To do: Give back one number only: how many lines in the material below contain "view".

Listed entries:
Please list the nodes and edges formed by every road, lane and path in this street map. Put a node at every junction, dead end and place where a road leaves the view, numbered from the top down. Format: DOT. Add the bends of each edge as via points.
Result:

--

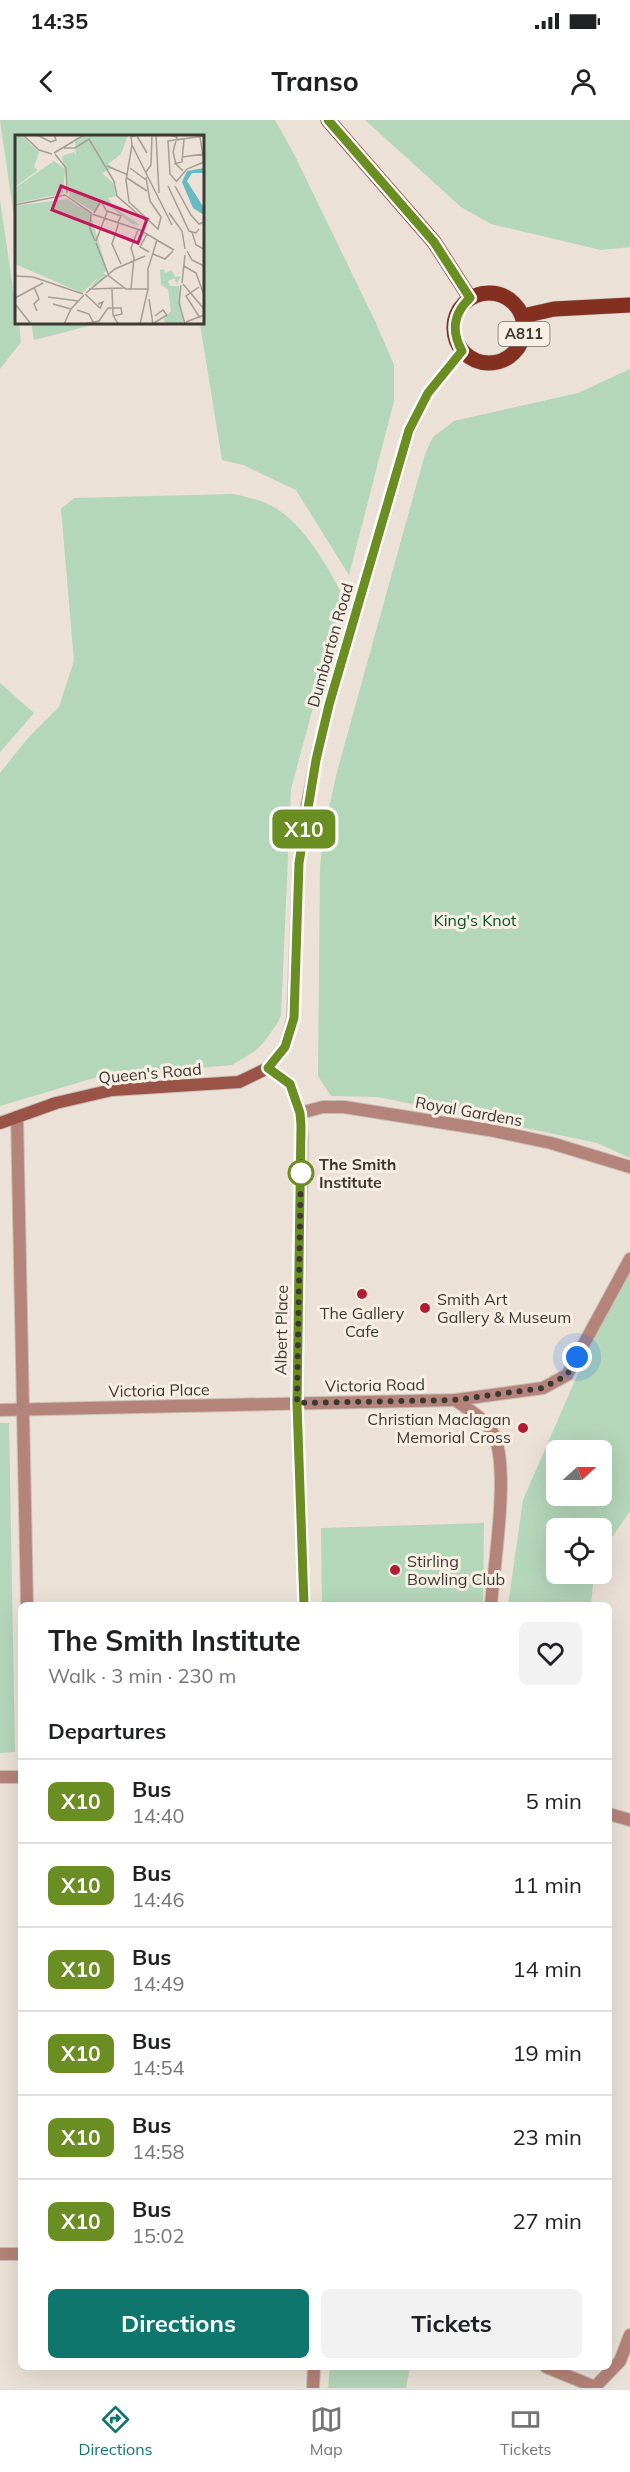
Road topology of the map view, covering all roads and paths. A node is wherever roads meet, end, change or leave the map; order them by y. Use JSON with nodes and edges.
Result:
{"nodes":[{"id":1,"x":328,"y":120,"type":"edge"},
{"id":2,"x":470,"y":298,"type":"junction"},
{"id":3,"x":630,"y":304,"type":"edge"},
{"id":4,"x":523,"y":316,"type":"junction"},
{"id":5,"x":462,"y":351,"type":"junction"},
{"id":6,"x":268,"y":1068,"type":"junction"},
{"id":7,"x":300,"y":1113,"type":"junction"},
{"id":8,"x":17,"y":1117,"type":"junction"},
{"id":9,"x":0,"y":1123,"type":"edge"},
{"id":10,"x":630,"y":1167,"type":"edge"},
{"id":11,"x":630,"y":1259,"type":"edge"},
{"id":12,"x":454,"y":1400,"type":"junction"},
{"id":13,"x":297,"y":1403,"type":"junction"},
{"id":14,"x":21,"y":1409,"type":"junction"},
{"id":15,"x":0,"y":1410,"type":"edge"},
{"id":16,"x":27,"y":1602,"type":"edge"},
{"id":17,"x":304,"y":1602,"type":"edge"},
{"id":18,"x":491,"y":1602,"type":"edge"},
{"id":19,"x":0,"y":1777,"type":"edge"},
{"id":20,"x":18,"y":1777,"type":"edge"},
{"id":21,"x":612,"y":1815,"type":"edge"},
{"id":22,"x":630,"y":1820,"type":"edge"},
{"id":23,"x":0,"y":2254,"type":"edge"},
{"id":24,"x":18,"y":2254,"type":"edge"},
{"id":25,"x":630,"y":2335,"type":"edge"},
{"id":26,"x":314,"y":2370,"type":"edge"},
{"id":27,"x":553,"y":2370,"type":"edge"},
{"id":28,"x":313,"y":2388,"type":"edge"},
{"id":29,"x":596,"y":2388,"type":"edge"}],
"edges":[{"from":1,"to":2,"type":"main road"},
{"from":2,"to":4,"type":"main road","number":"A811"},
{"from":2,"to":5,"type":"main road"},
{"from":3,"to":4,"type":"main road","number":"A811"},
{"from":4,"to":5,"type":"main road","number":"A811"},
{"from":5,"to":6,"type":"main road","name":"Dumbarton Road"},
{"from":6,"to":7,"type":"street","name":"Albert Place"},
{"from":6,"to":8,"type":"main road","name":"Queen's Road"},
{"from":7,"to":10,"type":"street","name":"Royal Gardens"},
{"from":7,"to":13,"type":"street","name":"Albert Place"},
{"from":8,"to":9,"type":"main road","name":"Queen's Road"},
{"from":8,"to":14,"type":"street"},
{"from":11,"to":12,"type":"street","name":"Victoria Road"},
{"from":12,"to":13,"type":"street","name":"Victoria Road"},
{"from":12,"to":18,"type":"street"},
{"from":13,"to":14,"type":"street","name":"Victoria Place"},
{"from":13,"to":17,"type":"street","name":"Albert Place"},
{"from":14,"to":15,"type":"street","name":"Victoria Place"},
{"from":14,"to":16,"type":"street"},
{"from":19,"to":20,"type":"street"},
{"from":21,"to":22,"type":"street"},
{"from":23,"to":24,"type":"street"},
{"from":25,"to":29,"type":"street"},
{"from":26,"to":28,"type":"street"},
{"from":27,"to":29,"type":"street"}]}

Output of the task: 2